▶ _What the exercise asks_: Without changing a single word, restate the entries below.
(Beginning of Input material)
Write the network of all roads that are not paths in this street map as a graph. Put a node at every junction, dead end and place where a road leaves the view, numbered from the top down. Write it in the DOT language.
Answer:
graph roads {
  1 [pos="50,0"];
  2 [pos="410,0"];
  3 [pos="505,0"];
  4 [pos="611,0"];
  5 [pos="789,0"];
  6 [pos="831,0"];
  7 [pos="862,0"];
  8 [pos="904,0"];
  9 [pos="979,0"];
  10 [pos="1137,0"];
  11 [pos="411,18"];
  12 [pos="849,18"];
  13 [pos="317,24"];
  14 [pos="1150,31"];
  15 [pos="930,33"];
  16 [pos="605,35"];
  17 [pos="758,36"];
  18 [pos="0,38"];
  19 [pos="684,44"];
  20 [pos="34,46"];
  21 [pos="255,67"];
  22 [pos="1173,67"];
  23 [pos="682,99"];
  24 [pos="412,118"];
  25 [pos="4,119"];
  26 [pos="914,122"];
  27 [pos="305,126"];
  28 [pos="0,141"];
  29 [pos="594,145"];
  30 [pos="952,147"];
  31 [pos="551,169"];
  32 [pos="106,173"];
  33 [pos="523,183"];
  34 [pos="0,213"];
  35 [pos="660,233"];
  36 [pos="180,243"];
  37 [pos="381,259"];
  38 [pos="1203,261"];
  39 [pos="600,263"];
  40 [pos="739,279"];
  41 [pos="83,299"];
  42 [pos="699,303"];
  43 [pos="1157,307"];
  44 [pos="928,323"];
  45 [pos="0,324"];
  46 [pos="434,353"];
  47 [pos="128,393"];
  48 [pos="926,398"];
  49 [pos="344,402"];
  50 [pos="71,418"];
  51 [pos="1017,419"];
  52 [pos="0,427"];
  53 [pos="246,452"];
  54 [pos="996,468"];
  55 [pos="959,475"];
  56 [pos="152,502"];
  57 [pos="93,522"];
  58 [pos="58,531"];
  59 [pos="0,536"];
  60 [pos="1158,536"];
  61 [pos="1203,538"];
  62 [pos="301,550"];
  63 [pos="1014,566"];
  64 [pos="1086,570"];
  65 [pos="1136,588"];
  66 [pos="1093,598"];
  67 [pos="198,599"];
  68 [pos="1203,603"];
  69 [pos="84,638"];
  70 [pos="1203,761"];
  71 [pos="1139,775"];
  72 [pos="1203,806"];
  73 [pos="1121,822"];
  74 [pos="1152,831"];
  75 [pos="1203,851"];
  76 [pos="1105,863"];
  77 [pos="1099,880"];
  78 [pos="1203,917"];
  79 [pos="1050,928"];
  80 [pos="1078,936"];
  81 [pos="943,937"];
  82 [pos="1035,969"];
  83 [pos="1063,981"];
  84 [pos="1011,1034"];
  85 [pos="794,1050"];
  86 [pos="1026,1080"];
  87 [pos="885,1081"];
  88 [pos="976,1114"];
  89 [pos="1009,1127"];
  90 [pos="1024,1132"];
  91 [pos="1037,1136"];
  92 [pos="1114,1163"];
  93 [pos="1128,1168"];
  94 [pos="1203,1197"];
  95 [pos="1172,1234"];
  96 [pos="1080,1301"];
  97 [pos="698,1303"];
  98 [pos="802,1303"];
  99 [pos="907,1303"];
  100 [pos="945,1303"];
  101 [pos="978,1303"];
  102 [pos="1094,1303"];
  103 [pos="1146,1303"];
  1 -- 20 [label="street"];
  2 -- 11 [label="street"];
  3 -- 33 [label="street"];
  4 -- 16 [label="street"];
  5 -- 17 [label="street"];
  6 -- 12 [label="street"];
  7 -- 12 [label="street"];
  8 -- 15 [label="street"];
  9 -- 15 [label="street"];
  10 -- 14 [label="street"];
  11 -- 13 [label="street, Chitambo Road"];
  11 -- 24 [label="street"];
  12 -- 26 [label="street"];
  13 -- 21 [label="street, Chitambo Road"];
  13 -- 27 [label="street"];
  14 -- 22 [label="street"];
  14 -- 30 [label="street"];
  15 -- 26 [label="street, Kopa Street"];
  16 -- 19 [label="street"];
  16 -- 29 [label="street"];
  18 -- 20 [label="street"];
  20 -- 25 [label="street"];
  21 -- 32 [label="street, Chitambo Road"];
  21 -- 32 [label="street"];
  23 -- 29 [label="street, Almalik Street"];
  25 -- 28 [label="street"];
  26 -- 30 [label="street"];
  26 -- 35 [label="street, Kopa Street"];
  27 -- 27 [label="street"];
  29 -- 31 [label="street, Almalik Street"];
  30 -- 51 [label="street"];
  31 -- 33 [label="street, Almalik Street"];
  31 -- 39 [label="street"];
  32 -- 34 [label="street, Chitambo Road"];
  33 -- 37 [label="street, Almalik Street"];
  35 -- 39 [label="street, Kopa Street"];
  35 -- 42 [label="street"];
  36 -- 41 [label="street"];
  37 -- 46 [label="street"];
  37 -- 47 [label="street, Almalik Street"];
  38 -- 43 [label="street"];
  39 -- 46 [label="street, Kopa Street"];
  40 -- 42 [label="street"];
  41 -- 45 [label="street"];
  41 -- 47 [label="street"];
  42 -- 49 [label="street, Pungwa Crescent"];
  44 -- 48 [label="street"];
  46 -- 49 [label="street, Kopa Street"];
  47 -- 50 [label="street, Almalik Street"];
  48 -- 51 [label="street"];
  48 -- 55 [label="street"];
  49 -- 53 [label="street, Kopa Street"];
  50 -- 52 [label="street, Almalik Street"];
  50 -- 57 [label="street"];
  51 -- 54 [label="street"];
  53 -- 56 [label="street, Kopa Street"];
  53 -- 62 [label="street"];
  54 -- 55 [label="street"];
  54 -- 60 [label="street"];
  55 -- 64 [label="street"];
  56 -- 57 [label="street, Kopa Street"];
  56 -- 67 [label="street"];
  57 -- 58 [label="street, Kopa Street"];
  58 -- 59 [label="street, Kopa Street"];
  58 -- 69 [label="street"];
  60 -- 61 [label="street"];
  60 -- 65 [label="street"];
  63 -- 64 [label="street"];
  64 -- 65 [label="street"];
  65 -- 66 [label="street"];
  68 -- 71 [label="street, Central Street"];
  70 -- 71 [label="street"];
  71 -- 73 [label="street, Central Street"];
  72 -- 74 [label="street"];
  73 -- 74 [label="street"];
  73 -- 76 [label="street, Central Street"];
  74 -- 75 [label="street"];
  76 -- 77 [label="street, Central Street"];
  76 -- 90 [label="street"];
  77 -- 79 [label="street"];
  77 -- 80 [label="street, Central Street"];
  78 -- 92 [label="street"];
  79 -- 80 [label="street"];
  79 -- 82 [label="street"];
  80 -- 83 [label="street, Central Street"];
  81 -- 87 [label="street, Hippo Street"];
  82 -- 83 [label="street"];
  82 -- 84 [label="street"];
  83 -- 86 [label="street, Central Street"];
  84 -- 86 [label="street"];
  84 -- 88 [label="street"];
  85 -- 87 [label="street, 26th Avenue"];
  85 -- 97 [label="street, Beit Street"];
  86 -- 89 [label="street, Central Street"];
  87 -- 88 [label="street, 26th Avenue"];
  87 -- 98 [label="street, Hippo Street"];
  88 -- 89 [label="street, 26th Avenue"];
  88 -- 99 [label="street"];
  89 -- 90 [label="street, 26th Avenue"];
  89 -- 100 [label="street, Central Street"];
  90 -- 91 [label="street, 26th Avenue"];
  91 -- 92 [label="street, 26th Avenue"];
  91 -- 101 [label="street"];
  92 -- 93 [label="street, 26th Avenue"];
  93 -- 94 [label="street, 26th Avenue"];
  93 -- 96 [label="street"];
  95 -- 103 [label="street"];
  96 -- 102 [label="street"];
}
(End of Input material)
▶ _Solved problem_:
Write the network of all roads that are not paths in this street map as a graph. Put a node at every junction, dead end and place where a road leaves the view, numbered from the top down. Write it in the DOT language.
Answer:
graph roads {
  1 [pos="50,0"];
  2 [pos="410,0"];
  3 [pos="505,0"];
  4 [pos="611,0"];
  5 [pos="789,0"];
  6 [pos="831,0"];
  7 [pos="862,0"];
  8 [pos="904,0"];
  9 [pos="979,0"];
  10 [pos="1137,0"];
  11 [pos="411,18"];
  12 [pos="849,18"];
  13 [pos="317,24"];
  14 [pos="1150,31"];
  15 [pos="930,33"];
  16 [pos="605,35"];
  17 [pos="758,36"];
  18 [pos="0,38"];
  19 [pos="684,44"];
  20 [pos="34,46"];
  21 [pos="255,67"];
  22 [pos="1173,67"];
  23 [pos="682,99"];
  24 [pos="412,118"];
  25 [pos="4,119"];
  26 [pos="914,122"];
  27 [pos="305,126"];
  28 [pos="0,141"];
  29 [pos="594,145"];
  30 [pos="952,147"];
  31 [pos="551,169"];
  32 [pos="106,173"];
  33 [pos="523,183"];
  34 [pos="0,213"];
  35 [pos="660,233"];
  36 [pos="180,243"];
  37 [pos="381,259"];
  38 [pos="1203,261"];
  39 [pos="600,263"];
  40 [pos="739,279"];
  41 [pos="83,299"];
  42 [pos="699,303"];
  43 [pos="1157,307"];
  44 [pos="928,323"];
  45 [pos="0,324"];
  46 [pos="434,353"];
  47 [pos="128,393"];
  48 [pos="926,398"];
  49 [pos="344,402"];
  50 [pos="71,418"];
  51 [pos="1017,419"];
  52 [pos="0,427"];
  53 [pos="246,452"];
  54 [pos="996,468"];
  55 [pos="959,475"];
  56 [pos="152,502"];
  57 [pos="93,522"];
  58 [pos="58,531"];
  59 [pos="0,536"];
  60 [pos="1158,536"];
  61 [pos="1203,538"];
  62 [pos="301,550"];
  63 [pos="1014,566"];
  64 [pos="1086,570"];
  65 [pos="1136,588"];
  66 [pos="1093,598"];
  67 [pos="198,599"];
  68 [pos="1203,603"];
  69 [pos="84,638"];
  70 [pos="1203,761"];
  71 [pos="1139,775"];
  72 [pos="1203,806"];
  73 [pos="1121,822"];
  74 [pos="1152,831"];
  75 [pos="1203,851"];
  76 [pos="1105,863"];
  77 [pos="1099,880"];
  78 [pos="1203,917"];
  79 [pos="1050,928"];
  80 [pos="1078,936"];
  81 [pos="943,937"];
  82 [pos="1035,969"];
  83 [pos="1063,981"];
  84 [pos="1011,1034"];
  85 [pos="794,1050"];
  86 [pos="1026,1080"];
  87 [pos="885,1081"];
  88 [pos="976,1114"];
  89 [pos="1009,1127"];
  90 [pos="1024,1132"];
  91 [pos="1037,1136"];
  92 [pos="1114,1163"];
  93 [pos="1128,1168"];
  94 [pos="1203,1197"];
  95 [pos="1172,1234"];
  96 [pos="1080,1301"];
  97 [pos="698,1303"];
  98 [pos="802,1303"];
  99 [pos="907,1303"];
  100 [pos="945,1303"];
  101 [pos="978,1303"];
  102 [pos="1094,1303"];
  103 [pos="1146,1303"];
  1 -- 20 [label="street"];
  2 -- 11 [label="street"];
  3 -- 33 [label="street"];
  4 -- 16 [label="street"];
  5 -- 17 [label="street"];
  6 -- 12 [label="street"];
  7 -- 12 [label="street"];
  8 -- 15 [label="street"];
  9 -- 15 [label="street"];
  10 -- 14 [label="street"];
  11 -- 13 [label="street, Chitambo Road"];
  11 -- 24 [label="street"];
  12 -- 26 [label="street"];
  13 -- 21 [label="street, Chitambo Road"];
  13 -- 27 [label="street"];
  14 -- 22 [label="street"];
  14 -- 30 [label="street"];
  15 -- 26 [label="street, Kopa Street"];
  16 -- 19 [label="street"];
  16 -- 29 [label="street"];
  18 -- 20 [label="street"];
  20 -- 25 [label="street"];
  21 -- 32 [label="street, Chitambo Road"];
  21 -- 32 [label="street"];
  23 -- 29 [label="street, Almalik Street"];
  25 -- 28 [label="street"];
  26 -- 30 [label="street"];
  26 -- 35 [label="street, Kopa Street"];
  27 -- 27 [label="street"];
  29 -- 31 [label="street, Almalik Street"];
  30 -- 51 [label="street"];
  31 -- 33 [label="street, Almalik Street"];
  31 -- 39 [label="street"];
  32 -- 34 [label="street, Chitambo Road"];
  33 -- 37 [label="street, Almalik Street"];
  35 -- 39 [label="street, Kopa Street"];
  35 -- 42 [label="street"];
  36 -- 41 [label="street"];
  37 -- 46 [label="street"];
  37 -- 47 [label="street, Almalik Street"];
  38 -- 43 [label="street"];
  39 -- 46 [label="street, Kopa Street"];
  40 -- 42 [label="street"];
  41 -- 45 [label="street"];
  41 -- 47 [label="street"];
  42 -- 49 [label="street, Pungwa Crescent"];
  44 -- 48 [label="street"];
  46 -- 49 [label="street, Kopa Street"];
  47 -- 50 [label="street, Almalik Street"];
  48 -- 51 [label="street"];
  48 -- 55 [label="street"];
  49 -- 53 [label="street, Kopa Street"];
  50 -- 52 [label="street, Almalik Street"];
  50 -- 57 [label="street"];
  51 -- 54 [label="street"];
  53 -- 56 [label="street, Kopa Street"];
  53 -- 62 [label="street"];
  54 -- 55 [label="street"];
  54 -- 60 [label="street"];
  55 -- 64 [label="street"];
  56 -- 57 [label="street, Kopa Street"];
  56 -- 67 [label="street"];
  57 -- 58 [label="street, Kopa Street"];
  58 -- 59 [label="street, Kopa Street"];
  58 -- 69 [label="street"];
  60 -- 61 [label="street"];
  60 -- 65 [label="street"];
  63 -- 64 [label="street"];
  64 -- 65 [label="street"];
  65 -- 66 [label="street"];
  68 -- 71 [label="street, Central Street"];
  70 -- 71 [label="street"];
  71 -- 73 [label="street, Central Street"];
  72 -- 74 [label="street"];
  73 -- 74 [label="street"];
  73 -- 76 [label="street, Central Street"];
  74 -- 75 [label="street"];
  76 -- 77 [label="street, Central Street"];
  76 -- 90 [label="street"];
  77 -- 79 [label="street"];
  77 -- 80 [label="street, Central Street"];
  78 -- 92 [label="street"];
  79 -- 80 [label="street"];
  79 -- 82 [label="street"];
  80 -- 83 [label="street, Central Street"];
  81 -- 87 [label="street, Hippo Street"];
  82 -- 83 [label="street"];
  82 -- 84 [label="street"];
  83 -- 86 [label="street, Central Street"];
  84 -- 86 [label="street"];
  84 -- 88 [label="street"];
  85 -- 87 [label="street, 26th Avenue"];
  85 -- 97 [label="street, Beit Street"];
  86 -- 89 [label="street, Central Street"];
  87 -- 88 [label="street, 26th Avenue"];
  87 -- 98 [label="street, Hippo Street"];
  88 -- 89 [label="street, 26th Avenue"];
  88 -- 99 [label="street"];
  89 -- 90 [label="street, 26th Avenue"];
  89 -- 100 [label="street, Central Street"];
  90 -- 91 [label="street, 26th Avenue"];
  91 -- 92 [label="street, 26th Avenue"];
  91 -- 101 [label="street"];
  92 -- 93 [label="street, 26th Avenue"];
  93 -- 94 [label="street, 26th Avenue"];
  93 -- 96 [label="street"];
  95 -- 103 [label="street"];
  96 -- 102 [label="street"];
}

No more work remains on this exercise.